Students just starting the school year will forever remember the COVID-19 pandemic as the time when everything was different. In an effort to capture this monumental moment in history, 7th grade history teacher Anthony Shaker asked his students to share their experience of living through this unique time in a project called The New Normal.
Students played the role of historian and documented the state of the world in response to the pandemic. In addition to reflecting on their personal experiences, students collected artifacts, took photos and conducted interviews with family and friends to demonstrate the vast impact of the pandemic on the community.
The students’ interpretation of the project led to a variety of reflections and visual presentations, which they created on Adobe Spark. This program allows students to be creative and design a Web page filled with their own customized text, photos and effects.
Several projects featured photos of masks, computer screens using Zoom and signs encouraging social distancing. Many students commented on the adjustment to taking daily temperature screenings, sitting in new classroom settings and cleaning their desks with sanitizing wipes every afternoon. While these new restrictions seemed daunting initially, students are adjusting to their “new normal.”
“One of my last feelings was that it felt unreal that I was back at school, with friends and teachers, but it didn’t feel wrong in any way,” said one student, “like we were meant to do school like this the whole time.”
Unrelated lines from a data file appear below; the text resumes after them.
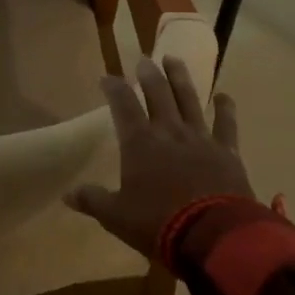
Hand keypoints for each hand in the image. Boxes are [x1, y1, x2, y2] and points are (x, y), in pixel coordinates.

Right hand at [65, 56, 254, 258]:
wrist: (212, 235)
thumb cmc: (158, 223)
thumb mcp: (116, 217)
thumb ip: (93, 200)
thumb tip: (67, 195)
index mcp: (139, 143)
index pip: (123, 105)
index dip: (114, 88)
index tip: (107, 76)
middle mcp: (169, 131)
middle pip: (158, 93)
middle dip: (149, 74)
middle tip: (144, 59)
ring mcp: (200, 138)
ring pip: (188, 99)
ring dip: (180, 77)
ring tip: (173, 59)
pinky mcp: (226, 151)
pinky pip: (226, 124)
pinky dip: (225, 108)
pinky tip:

The New Normal has helped students understand how history can shape individual and shared experiences as they explore their own and others’ perspectives. In a time when uncertainty and ambiguity are challenging the world, The New Normal encourages students to engage in healthy discussion and reflection about their surroundings.
Shaker said, “I thought it was important, as a way to introduce what history is and what historians do, to have the students create their own historical record of this moment. Sometimes important moments occur slowly or can come out of nowhere, but we know this moment is monumental. Secondly, I thought it would be a good exercise for the students to do this work as a way to process their emotions and feelings from being in school during a global pandemic. I know that it has been helpful for me as a way to get to know them as learners and as people, along with helping me process what it has been like to teach during this moment.”